Ken I get your drift here but there is a wrench in it. What if God has given us all the talents and wealth (as a whole church body) to supply for those in need out there - using us to make a difference. What if the scripture talking about God has provided for all the needs (of all people) in Matthew 6 is true - but what if the division of that was slapped in our hands (in our control). What if to some he gave 10%, to some he gave 30%, and to others he gave 60% - all of those resources to make life better for the next person - as part of our worship of God. What if all they had to do was 'ask'?

It's a wrench but there is something to this idea - I just read an Alliance budget for the past year - guess how much they raised? $23,000,000 last year - and these are the dollar figures they deal in year after year. I then looked at other churches and figured out nationally (in Canada) if 7 churches total congregations gave 3-5$ a month they could raise $60,000,000. What happens with that money? What if we gave $50-$100 a month for projects in our cities for the poor and broken? I don't think the God hasn't provided the resources - we just aren't united or focused enough to know much of this. I just decided to check the budgets.

2/05/2007  
Blogger jollybeggar said...

"when we become overly concerned that we must be everything to everybody, we reject the power and authority of God. To state that in a positive way; Unless you feel a special prompting, let God be God and do what you can - when He gives you the means and the opportunity to do so" (brotherken)

two thots:
1) trying to be everything to everybody usually means that you are taking opportunity away from another to be actualized. i mean, often people don't get involved in something because somebody is already doing it and they feel they have nothing to offer. sure, it's an easy copout, but a copout nonetheless. if i can quit enabling others to copout by actually attending only to the things that i am in the position to address in community service, then these others can also see involvement opportunities- knowing that joejollysuperbeggar is attending to something else right now, the person looks to the left and to the right and realizes that there is no superhero on hand and both responsibility and opportunity have just presented themselves.
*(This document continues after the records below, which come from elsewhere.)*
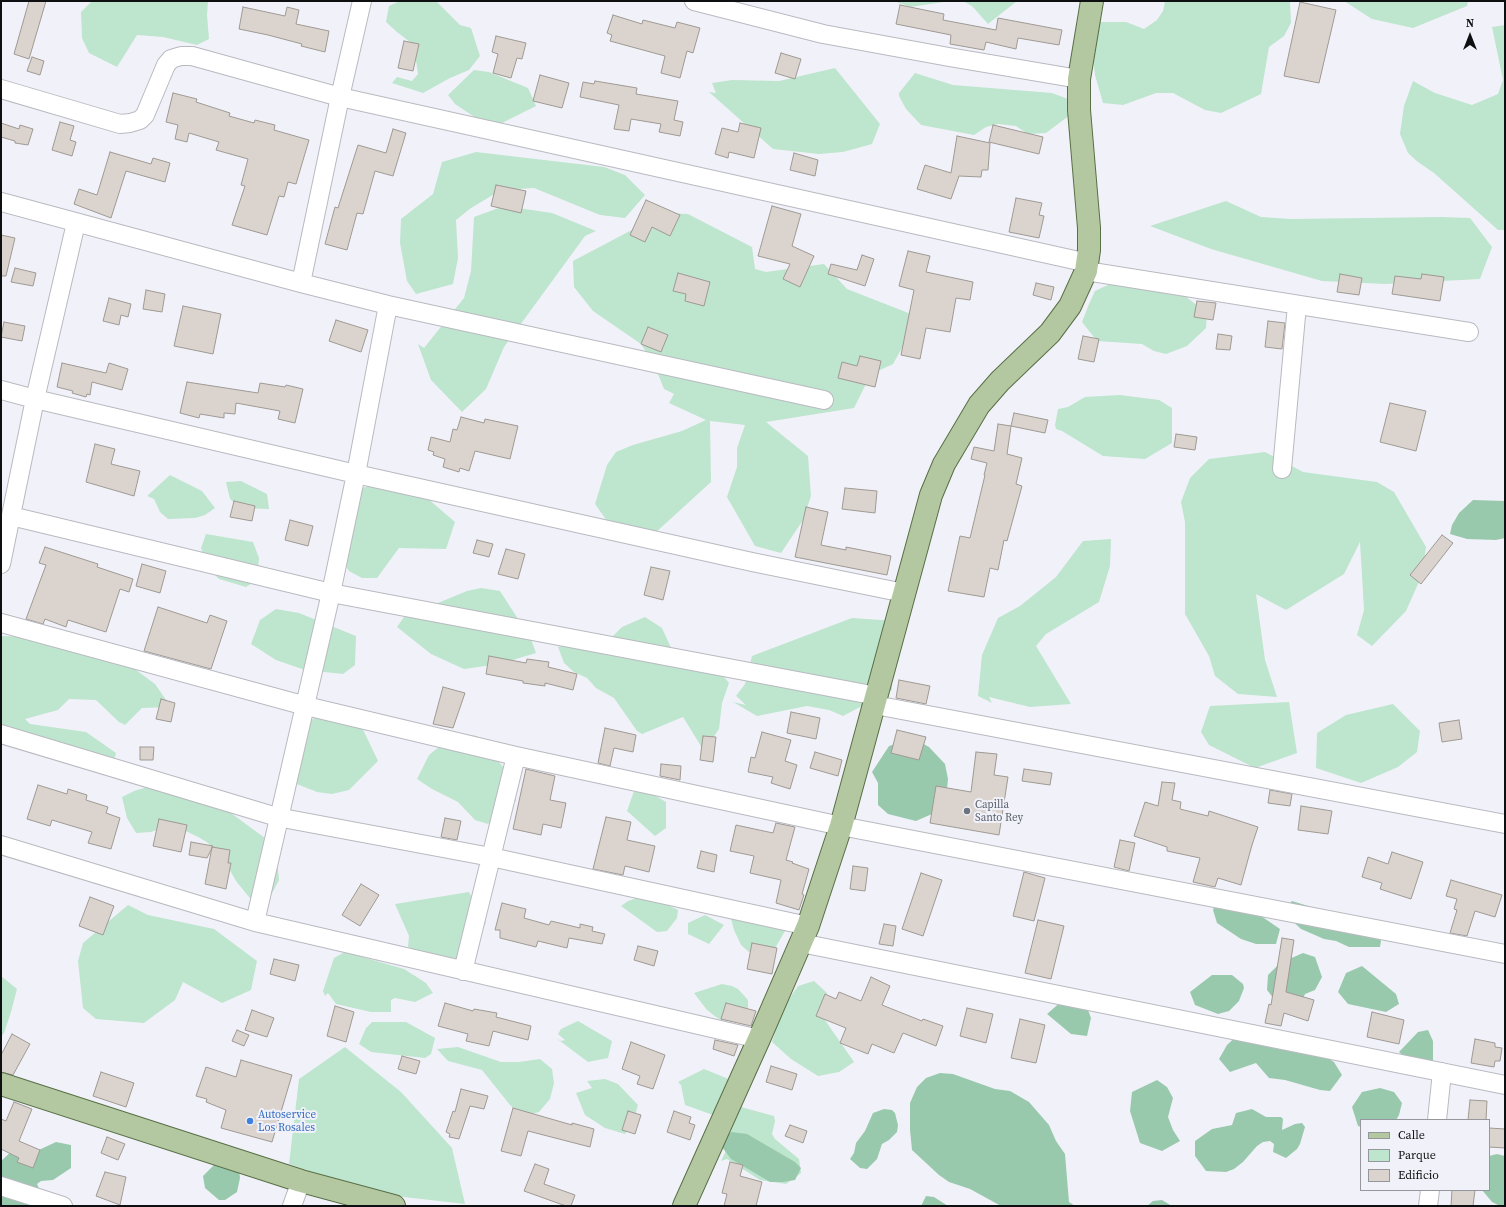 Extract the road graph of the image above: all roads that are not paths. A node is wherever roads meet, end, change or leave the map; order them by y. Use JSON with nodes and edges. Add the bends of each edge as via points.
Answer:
{"nodes":[{"id":1,"x":362,"y":1,"type":"edge"},
{"id":2,"x":694,"y":1,"type":"edge"},
{"id":3,"x":1092,"y":1,"type":"edge"},
{"id":4,"x":1079,"y":79,"type":"junction"},
{"id":5,"x":1,"y":90,"type":"edge"},
{"id":6,"x":340,"y":97,"type":"junction"},
{"id":7,"x":1,"y":202,"type":"edge"},
{"id":8,"x":76,"y":223,"type":"junction"},
{"id":9,"x":1087,"y":267,"type":"junction"},
{"id":10,"x":301,"y":283,"type":"junction"},
{"id":11,"x":388,"y":305,"type":"junction"},
{"id":12,"x":1298,"y":305,"type":"junction"},
{"id":13,"x":1468,"y":332,"type":"dead end"},
{"id":14,"x":1,"y":390,"type":"edge"},
{"id":15,"x":35,"y":399,"type":"junction"},
{"id":16,"x":824,"y":400,"type":"dead end"},
{"id":17,"x":1282,"y":469,"type":"dead end"},
{"id":18,"x":356,"y":474,"type":"junction"},
{"id":19,"x":11,"y":516,"type":"junction"},
{"id":20,"x":1,"y":564,"type":"edge"},
{"id":21,"x":331,"y":593,"type":"junction"},
{"id":22,"x":904,"y":593,"type":"junction"},
{"id":23,"x":1,"y":623,"type":"edge"},
{"id":24,"x":876,"y":700,"type":"junction"},
{"id":25,"x":306,"y":706,"type":"junction"},
{"id":26,"x":1,"y":734,"type":"edge"},
{"id":27,"x":516,"y":756,"type":"junction"},
{"id":28,"x":280,"y":817,"type":"junction"},
{"id":29,"x":1505,"y":824,"type":"edge"},
{"id":30,"x":841,"y":826,"type":"junction"},
{"id":31,"x":1,"y":846,"type":"edge"},
{"id":32,"x":491,"y":857,"type":"junction"},
{"id":33,"x":255,"y":922,"type":"junction"},
{"id":34,"x":804,"y":935,"type":"junction"},
{"id":35,"x":1505,"y":954,"type":"edge"},
{"id":36,"x":463,"y":971,"type":"junction"},
{"id":37,"x":759,"y":1040,"type":"junction"},
{"id":38,"x":1442,"y":1072,"type":"junction"},
{"id":39,"x":1,"y":1084,"type":"edge"},
{"id":40,"x":1505,"y":1085,"type":"edge"},
{"id":41,"x":1437,"y":1119,"type":"edge"},
{"id":42,"x":301,"y":1181,"type":"junction"},
{"id":43,"x":1,"y":1186,"type":"edge"},
{"id":44,"x":1430,"y":1191,"type":"edge"},
{"id":45,"x":63,"y":1206,"type":"edge"},
{"id":46,"x":292,"y":1206,"type":"edge"},
{"id":47,"x":394,"y":1206,"type":"edge"},
{"id":48,"x":684,"y":1206,"type":"edge"},
{"id":49,"x":1428,"y":1206,"type":"edge"}],
"edges":[{"from":1,"to":6,"type":"street"},
{"from":2,"to":4,"type":"street","via":[[824,34]]},
{"from":3,"to":4,"type":"main road"},
{"from":4,"to":9,"type":"main road","via":[[1079,110],[1089,228]]},
{"from":5,"to":6,"type":"street","via":[[120,124],[130,124],[145,115],[166,65],[171,59],[192,56]]},
{"from":6,"to":9,"type":"street"},
{"from":6,"to":10,"type":"street"},
{"from":7,"to":8,"type":"street"},
{"from":8,"to":10,"type":"street"},
{"from":8,"to":15,"type":"street"},
{"from":9,"to":12,"type":"street"},
{"from":9,"to":22,"type":"main road","via":[[1070,306],[1050,333],[979,405],[944,464],[931,495]]},
{"from":10,"to":11,"type":"street"},
{"from":11,"to":16,"type":"street"},
{"from":11,"to":18,"type":"street"},
{"from":12,"to":13,"type":"street"},
{"from":12,"to":17,"type":"street"},
{"from":14,"to":15,"type":"street"},
{"from":15,"to":18,"type":"street"},
{"from":15,"to":19,"type":"street"},
{"from":18,"to":21,"type":"street"},
{"from":18,"to":22,"type":"street"},
{"from":19,"to":20,"type":"street"},
{"from":19,"to":21,"type":"street"},
{"from":21,"to":24,"type":"street"},
{"from":21,"to":25,"type":"street"},
{"from":22,"to":24,"type":"main road"},
{"from":23,"to":25,"type":"street"},
{"from":24,"to":29,"type":"street"},
{"from":24,"to":30,"type":"main road"},
{"from":25,"to":27,"type":"street"},
{"from":25,"to":28,"type":"street"},
{"from":26,"to":28,"type":"street"},
{"from":27,"to":30,"type":"street"},
{"from":27,"to":32,"type":"street"},
{"from":28,"to":32,"type":"street"},
{"from":28,"to":33,"type":"street"},
{"from":30,"to":34,"type":"main road"},
{"from":30,"to":35,"type":"street"},
{"from":31,"to":33,"type":"street"},
{"from":32,"to":34,"type":"street"},
{"from":32,"to":36,"type":"street"},
{"from":33,"to":36,"type":"street"},
{"from":34,"to":37,"type":"main road"},
{"from":34,"to":38,"type":"street"},
{"from":36,"to":37,"type":"street"},
{"from":37,"to":48,"type":"main road"},
{"from":38,"to":40,"type":"street"},
{"from":38,"to":41,"type":"street"},
{"from":39,"to":42,"type":"main road"},
{"from":42,"to":46,"type":"street"},
{"from":42,"to":47,"type":"main road"},
{"from":43,"to":45,"type":"street"},
{"from":44,"to":49,"type":"street"}]} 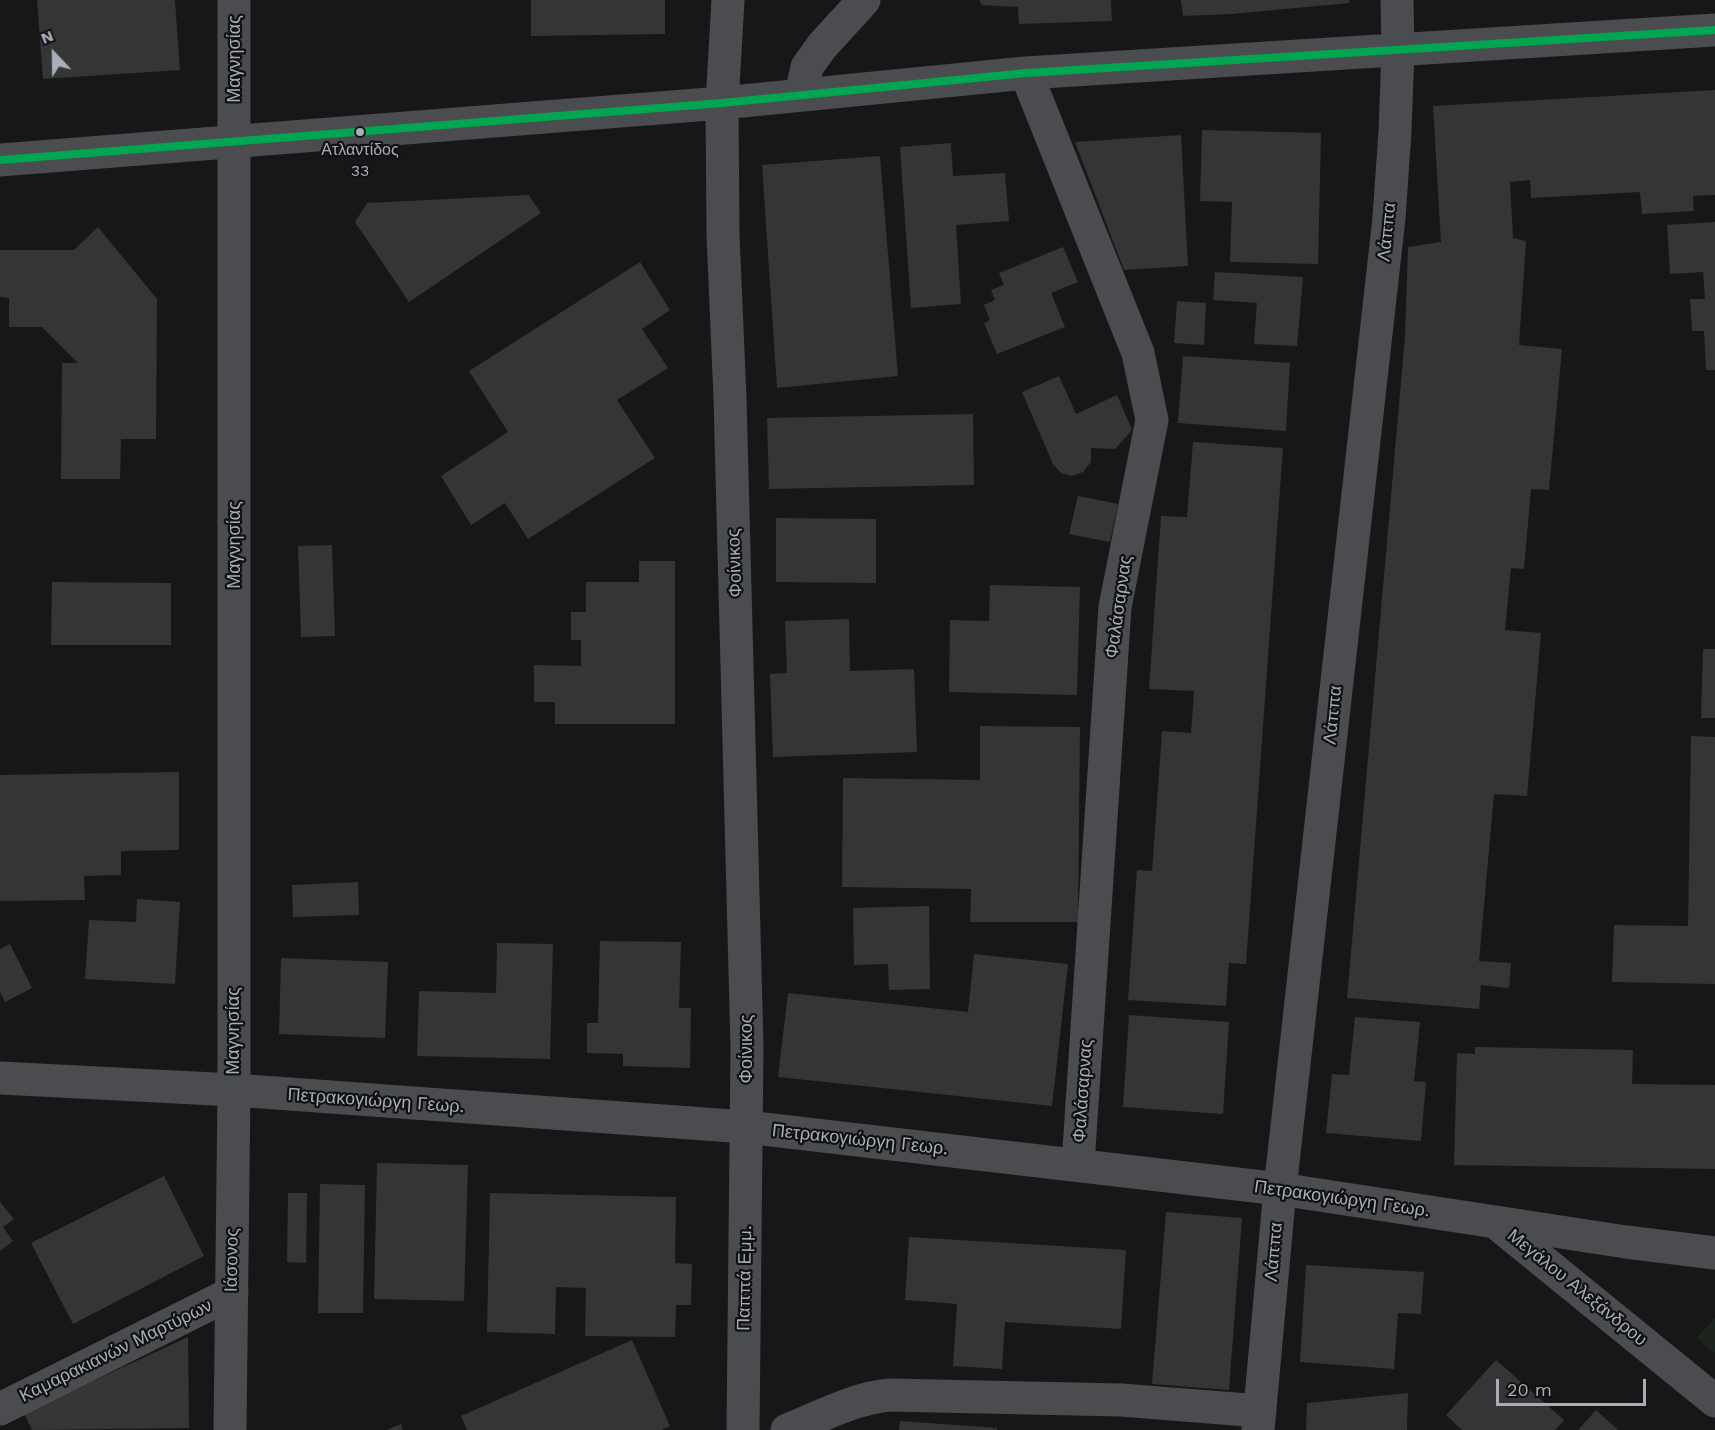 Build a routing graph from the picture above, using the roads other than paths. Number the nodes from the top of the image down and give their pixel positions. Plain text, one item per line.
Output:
1 (234, 0) edge
2 (728, 0) edge
3 (864, 0) edge
4 (1397, 0) edge
5 (1715, 30) edge
6 (1398, 50) junction
7 (1026, 73) junction
8 (801, 94) junction
9 (722, 103) junction
10 (235, 143) junction
11 (0, 160) edge
12 (0, 1077) edge
13 (234, 1090) junction
14 (746, 1127) junction
15 (1078, 1164) junction
16 (1280, 1189) junction
17 (1494, 1221) junction
18 (1715, 1253) edge
19 (232, 1293) junction
20 (1715, 1401) edge
21 (0, 1409) edge
22 (1259, 1421) edge
23 (230, 1430) edge
24 (743, 1430) edge
25 (787, 1430) edge

1 - 10 street, Μαγνησίας
2 - 9 street, Φοίνικος
3 - 8 street
4 - 6 street, Λάππα
5 - 6 street
6 - 7 street
6 - 16 street, Λάππα
7 - 8 street
7 - 15 street, Φαλάσαρνας
8 - 9 street
9 - 10 street
9 - 14 street, Φοίνικος
10 - 11 street
10 - 13 street, Μαγνησίας
12 - 13 street, Πετρακογιώργη Γεωρ.
13 - 14 street, Πετρακογιώργη Γεωρ.
13 - 19 street, Ιάσονος
14 - 15 street, Πετρακογιώργη Γεωρ.
14 - 24 street, Παππά Εμμ.
15 - 16 street, Πετρακογιώργη Γεωρ.
16 - 17 street, Πετρακογιώργη Γεωρ.
16 - 22 street, Λάππα
17 - 18 street, Πετρακογιώργη Γεωρ.
17 - 20 street, Μεγάλου Αλεξάνδρου
19 - 21 street, Καμαρακιανών Μαρτύρων
19 - 23 street, Ιάσονος
22 - 25 street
2) if we are waiting for a special prompting, we might be missing the big chance to be found faithful in attending to the need of another. it's like God is speaking in sign language, but the mystics in the crowd have their eyes tightly shut so as to hear him better when he speaks. it appears to me in a reading of matthew 25 that the Holy Spirit prompts us to service using the voice and circumstance of the needy in conjunction with, as is mentioned above, the means to meet the need. but let's not forget that there are secondary and tertiary means. the means i have may be an ability to gather resources from elsewhere and elseone...

2/06/2007  
Blogger BrotherKen said...

He he, let me add that I do feel that right now we have a special prompting to do something more with the money that is offered in church. I was thinking more on a personal basis, but it works on a group basis also. I just think that while we are doing what we can with the money, lets not forget that money was never a big factor for Jesus or the disciples. Yeah, yeah, you need money to brush your teeth nowadays, but you can lose sight of what the real goal is.. to serve. One poor servant will show the light of God better than a rich donation. Think of what a church of a few dozen servants could do - IF they don't get caught up in worrying about where the money is coming from. I have heard it said - a ministry that requires money to exist is not of the ministry of Jesus Christ. A bit harsh, but you get the drift. If you have money to be charitable with then be charitable, if not just serve (be a friend to someone at least).